= Task goal =
Print every record below exactly, minus the pictures.
---*---
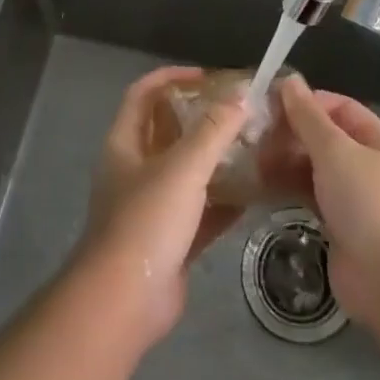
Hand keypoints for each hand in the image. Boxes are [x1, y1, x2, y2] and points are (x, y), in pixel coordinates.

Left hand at [78, 66, 250, 347]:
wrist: (124, 303)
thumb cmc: (146, 222)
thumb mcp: (183, 167)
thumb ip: (214, 130)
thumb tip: (243, 96)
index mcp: (125, 144)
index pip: (144, 94)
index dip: (172, 78)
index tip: (208, 76)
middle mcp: (135, 170)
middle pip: (168, 131)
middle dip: (201, 118)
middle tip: (240, 111)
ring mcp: (151, 208)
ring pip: (187, 172)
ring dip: (216, 159)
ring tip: (253, 145)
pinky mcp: (170, 241)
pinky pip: (201, 211)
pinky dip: (224, 200)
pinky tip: (255, 193)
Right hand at [274, 75, 379, 322]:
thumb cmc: (369, 202)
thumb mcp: (336, 151)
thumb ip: (308, 117)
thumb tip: (290, 80)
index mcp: (377, 139)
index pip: (338, 107)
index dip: (305, 102)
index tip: (268, 104)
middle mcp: (368, 164)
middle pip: (324, 138)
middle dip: (290, 134)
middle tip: (251, 135)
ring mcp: (354, 197)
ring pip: (314, 168)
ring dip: (285, 162)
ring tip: (249, 160)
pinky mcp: (339, 226)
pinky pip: (310, 197)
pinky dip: (288, 189)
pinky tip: (260, 186)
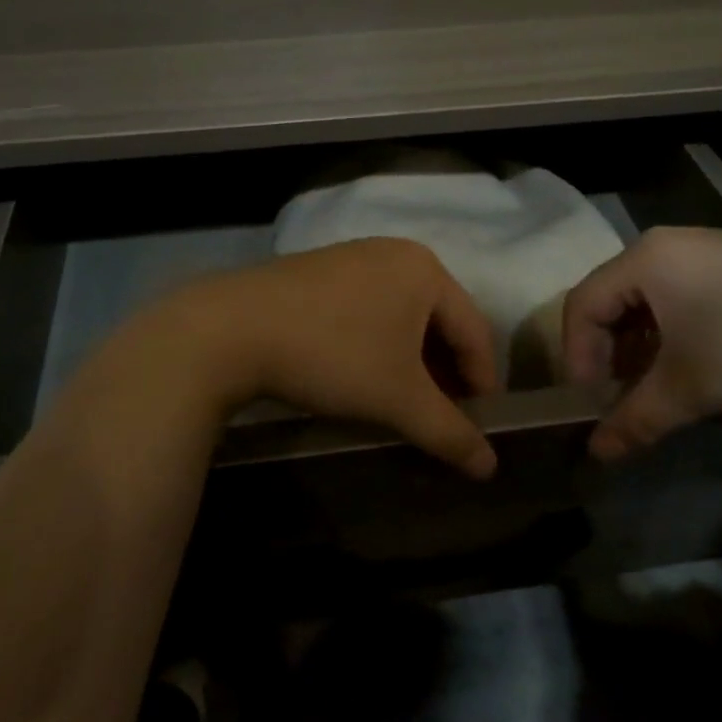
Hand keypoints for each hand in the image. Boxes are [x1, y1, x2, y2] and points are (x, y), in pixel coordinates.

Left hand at [168, 237, 502, 477]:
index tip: (478, 429)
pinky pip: (367, 310)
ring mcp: (352, 257)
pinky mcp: (318, 271)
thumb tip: (490, 467)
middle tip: (441, 419)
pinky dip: (377, 345)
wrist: (230, 329)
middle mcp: (394, 253)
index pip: (475, 332)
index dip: (482, 385)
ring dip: (411, 363)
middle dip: (444, 375)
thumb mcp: (399, 400)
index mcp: (426, 270)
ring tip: (404, 403)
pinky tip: (362, 375)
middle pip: (439, 322)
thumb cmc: (333, 356)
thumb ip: (450, 433)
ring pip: (401, 317)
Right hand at [562, 227, 721, 459]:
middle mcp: (669, 244)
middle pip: (611, 299)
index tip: (591, 404)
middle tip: (618, 399)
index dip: (576, 357)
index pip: (582, 305)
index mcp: (647, 258)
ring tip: (654, 389)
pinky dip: (672, 334)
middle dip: (607, 354)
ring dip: (640, 348)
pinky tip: (693, 366)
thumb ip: (636, 418)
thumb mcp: (694, 387)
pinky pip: (681, 296)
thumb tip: (596, 454)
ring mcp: (708, 250)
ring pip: (648, 300)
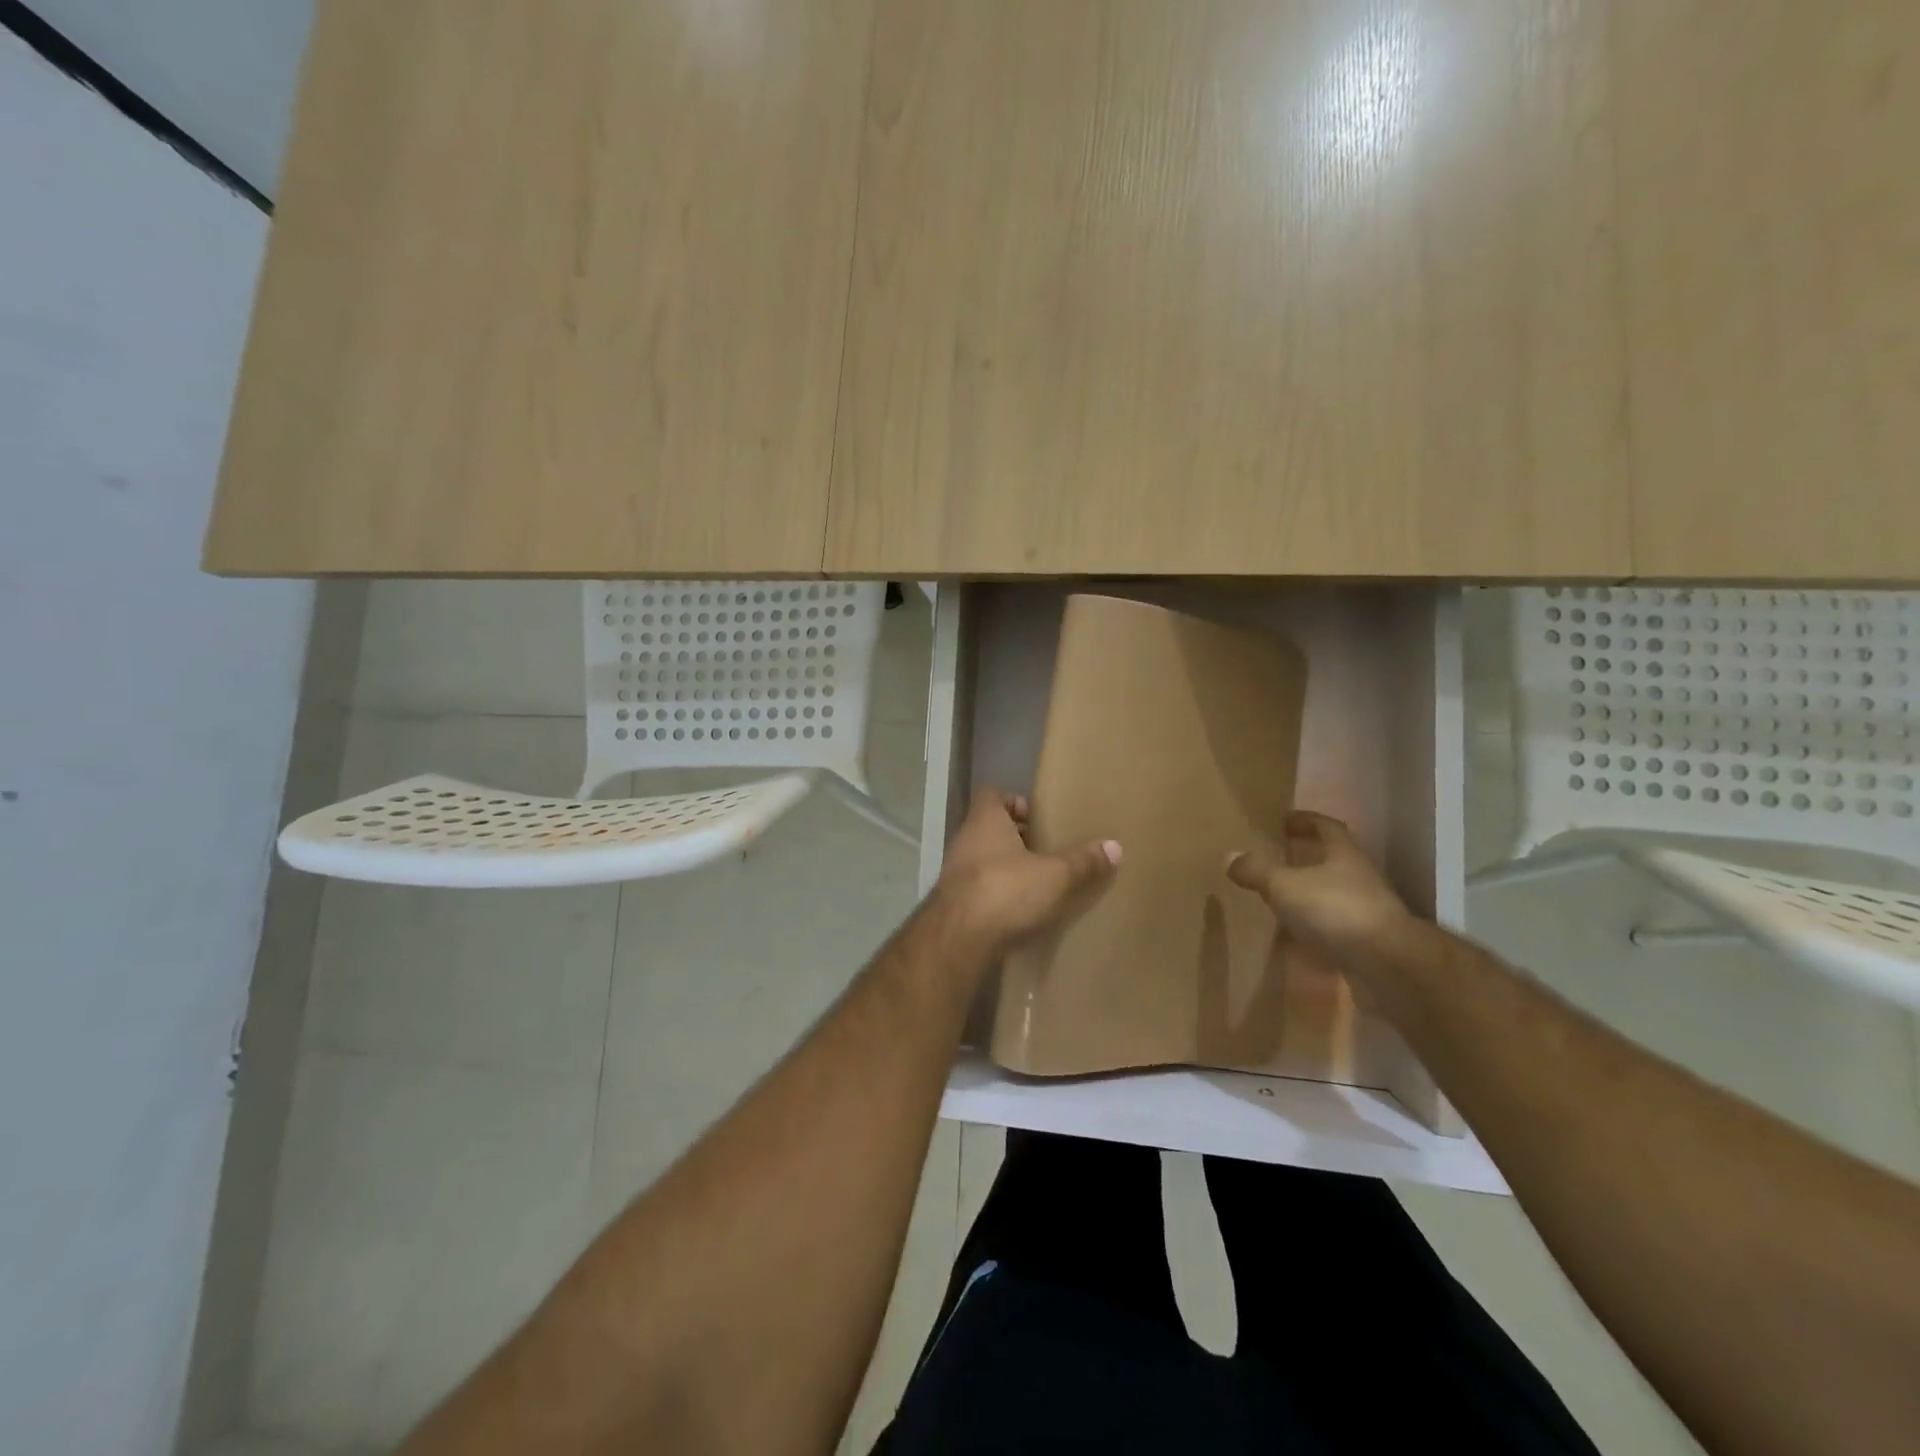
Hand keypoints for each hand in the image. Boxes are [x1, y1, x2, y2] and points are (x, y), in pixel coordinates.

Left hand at [934, 789, 1119, 954]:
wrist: (959, 938)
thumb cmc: (1006, 890)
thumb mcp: (1055, 876)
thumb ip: (1083, 862)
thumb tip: (1115, 846)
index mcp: (985, 820)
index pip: (992, 794)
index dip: (1013, 801)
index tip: (1037, 817)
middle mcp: (965, 839)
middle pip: (989, 828)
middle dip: (1015, 837)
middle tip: (1045, 850)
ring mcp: (955, 872)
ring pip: (983, 859)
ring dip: (1006, 867)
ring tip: (1037, 882)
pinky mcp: (953, 903)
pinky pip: (978, 888)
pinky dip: (996, 894)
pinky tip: (1018, 911)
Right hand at [1227, 811, 1413, 970]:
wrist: (1387, 965)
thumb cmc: (1335, 910)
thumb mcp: (1284, 885)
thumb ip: (1257, 870)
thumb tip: (1230, 856)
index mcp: (1344, 854)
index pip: (1326, 827)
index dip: (1305, 821)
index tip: (1284, 821)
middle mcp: (1359, 878)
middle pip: (1331, 861)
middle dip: (1304, 860)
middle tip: (1274, 861)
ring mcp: (1366, 912)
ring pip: (1331, 897)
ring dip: (1308, 898)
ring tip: (1278, 903)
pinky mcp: (1366, 944)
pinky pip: (1333, 931)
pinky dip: (1314, 933)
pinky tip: (1293, 942)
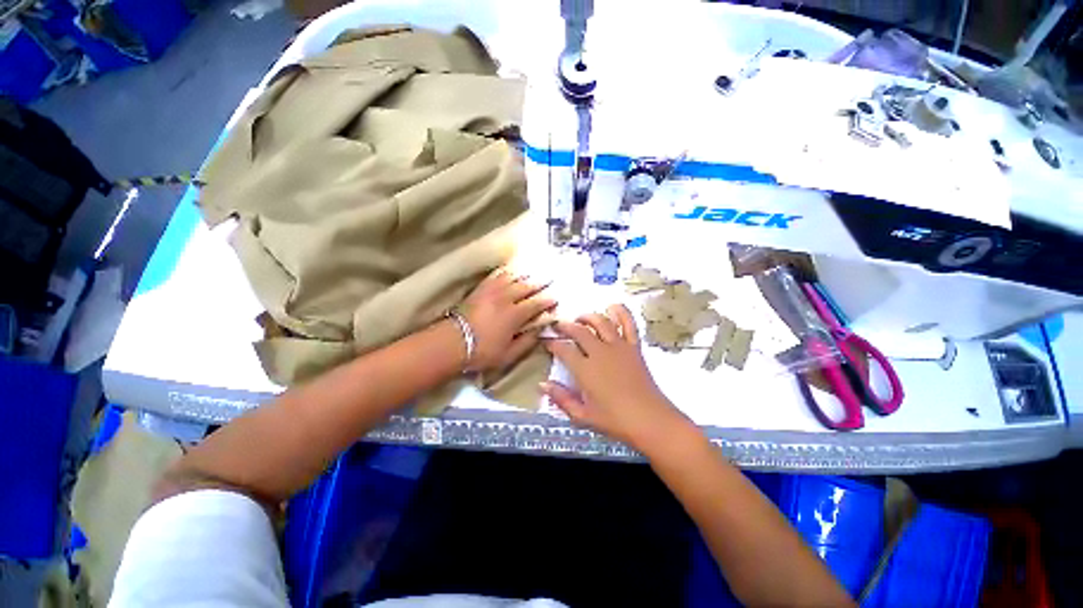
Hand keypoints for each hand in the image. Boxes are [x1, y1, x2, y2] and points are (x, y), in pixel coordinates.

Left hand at [459, 268, 556, 372]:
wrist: (451, 343)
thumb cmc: (482, 352)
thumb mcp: (509, 354)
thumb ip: (528, 342)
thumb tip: (541, 330)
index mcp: (515, 315)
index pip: (536, 304)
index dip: (547, 301)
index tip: (555, 299)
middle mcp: (506, 298)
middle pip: (527, 287)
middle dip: (540, 284)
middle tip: (549, 280)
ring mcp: (492, 291)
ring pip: (513, 278)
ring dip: (525, 276)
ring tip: (533, 274)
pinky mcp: (480, 289)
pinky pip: (496, 276)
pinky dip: (506, 272)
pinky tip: (510, 271)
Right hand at [541, 304, 690, 452]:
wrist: (651, 421)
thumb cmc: (615, 421)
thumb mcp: (583, 416)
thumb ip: (561, 399)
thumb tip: (542, 384)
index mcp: (585, 370)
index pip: (563, 349)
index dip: (552, 343)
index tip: (547, 342)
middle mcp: (600, 352)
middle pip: (579, 331)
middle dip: (565, 326)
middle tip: (558, 325)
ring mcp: (618, 347)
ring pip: (601, 322)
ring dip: (588, 316)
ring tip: (580, 318)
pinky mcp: (634, 347)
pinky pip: (628, 324)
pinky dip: (621, 312)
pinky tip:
---*---
= Task response =
Hand keypoints for each hand in the image. Boxes are [x1, y1, x2, y2] and points are (x, y), in pixel coordinates.

Left hand at [78, 66, 250, 347]:
wrist: (124, 303)
thumb cmc: (146, 222)
thumb mcp: (183, 167)
thumb ip: (214, 130)
thumb tip: (243, 96)
index mcp: (125, 144)
index pip: (144, 94)
index dip: (172, 78)
index tip: (208, 76)
middle mcp: (135, 170)
middle pip: (168, 131)
middle dip: (201, 118)
middle tip: (240, 111)
ring mcp: (151, 208)
ring pip: (187, 172)
ring dip: (216, 159)
ring tip: (253, 145)
pinky mcp: (170, 241)
pinky pip: (201, 211)
pinky dip: (224, 200)
pinky tip: (255, 193)
Right hand at [274, 75, 379, 322]:
thumb cmc: (369, 202)
thumb mcp: (336, 151)
thumb ip: (308, 117)
thumb tip: (290, 80)
index mcp: (377, 139)
index pip: (338, 107)
index dip: (305, 102)
index tip: (268, 104)
middle mcp: (368, 164)
middle pip: (324, 138)
middle dip: (290, 134)
middle tip: (251, 135)
ring mcp: (354, 197)
ring pip: (314, 168)
ring dip: (285, 162)
ring tip: (249, 160)
pinky mcp: (339, 226)
pinky pip: (310, 197)
pinky dip: (288, 189)
pinky tip: (260, 186)
Hand keypoints for each hand in the image. Boxes are [x1, y1, x2, y2] and points are (x, y), in pixel coordinates.

Left hand at [168, 237, 502, 477]:
index tip: (478, 429)
pinky pip: (367, 310)
ring mcp: (352, 257)
pinky mcp: (318, 271)
thumb tip: (490, 467)
middle tip: (441, 419)
pinky dip: (377, 345)
wrist: (230, 329)
middle mcp: (394, 253)
index pip: (475, 332)
index dip: (482, 385)
ring dip: (411, 363)
middle dip: (444, 375)
thumb mcp: (399, 400)
index mcp: (426, 270)
ring tip: (404, 403)
pinky tip: (362, 375)
middle pip: (439, 322)
thumb cmc: (333, 356)
thumb ip: (450, 433)
ring pip: (401, 317)
Right hand at [562, 227, 721, 459]:
middle mcp: (669, 244)
middle pip: (611, 299)
index tip: (591, 404)
middle tip: (618, 399)
index dip: (576, 357)
index pip: (582, 305)
index mcp: (647, 258)
ring tip: (654, 389)
pinky dip: (672, 334)
middle dip: (607, 354)
ring dip: (640, 348)
pinky tip: (693, 366)
thumb ip: (636, 418)
thumb mcp: (694, 387)
pinky pip: (681, 296)
thumb tip: (596, 454)
ring mcp: (708, 250)
ring pip: (648, 300)
Hand keypoints for each hand in the image. Boxes are [x1, y1, x2, y2] and points are (x, y), in pixel coordinates.

Left hand at [934, 789, 1119, 954]:
wrist: (959, 938)
thumb cmc: (1006, 890)
thumb mcp: (1055, 876)
thumb ip: (1083, 862)
thumb tip: (1115, 846)
index mcp: (985, 820)
index pip: (992, 794)
index dip: (1013, 801)
index tip: (1037, 817)
middle mcp: (965, 839)
middle pip: (989, 828)
middle dip: (1015, 837)
middle tip: (1045, 850)
ring mcp: (955, 872)
ring pip: (983, 859)
ring dip: (1006, 867)
ring tip: (1037, 882)
pinky mcp: (953, 903)
pinky pip: (978, 888)
pinky dip: (996, 894)
pinky tip: (1018, 911)
Right hand at [1227, 811, 1413, 970]:
wrist: (1387, 965)
thumb cmc: (1335, 910)
thumb mcp: (1284, 885)
thumb ip: (1257, 870)
thumb tip: (1230, 856)
index mcp: (1344, 854)
index pip: (1326, 827)
index dip: (1305, 821)
index tip: (1284, 821)
middle mcp: (1359, 878)
middle pip: (1331, 861)
middle dip: (1304, 860)
middle tip: (1274, 861)
ring mcp: (1366, 912)
ring pip: (1331, 897)
ring dip: (1308, 898)
ring tip: (1278, 903)
pinky mcp: (1366, 944)
pinky pip: (1333, 931)
pinky dip: (1314, 933)
pinky tip: (1293, 942)
Hand keypoints for each hand in the image. Boxes are [x1, y1, x2, y2] and points are (x, y), in pixel coordinates.

Left hand at [459, 268, 556, 372]:
wrist: (451, 343)
thumb cmc: (482, 352)
thumb mcp: (509, 354)
thumb ip: (528, 342)
thumb tip: (541, 330)
index mcp: (515, 315)
index pip: (536, 304)
index dip: (547, 301)
index tip: (555, 299)
middle mcp: (506, 298)
middle pip: (527, 287)
middle dip: (540, 284)
middle tip: (549, 280)
ring mcp: (492, 291)
ring pip: (513, 278)
ring dip: (525, 276)
ring tip: (533, 274)
pinky mcp: (480, 289)
pinky pip: (496, 276)
pinky dip: (506, 272)
pinky tip: (510, 271)
Right hand at [541, 304, 690, 452]:
wrist: (651, 421)
thumb cmc: (615, 421)
thumb mcp: (583, 416)
thumb ip: (561, 399)
thumb tip: (542, 384)
index mcp: (585, 370)
index pip: (563, 349)
index dip: (552, 343)
index tip: (547, 342)
middle mcp: (600, 352)
middle pip: (579, 331)
middle dip: (565, 326)
middle tip: (558, 325)
ring mcp: (618, 347)
ring pip: (601, 322)
ring dip: (588, 316)
ring tip: (580, 318)
pinky mcp: (634, 347)
pinky pip: (628, 324)
pinky dip: (621, 312)
pinky tip:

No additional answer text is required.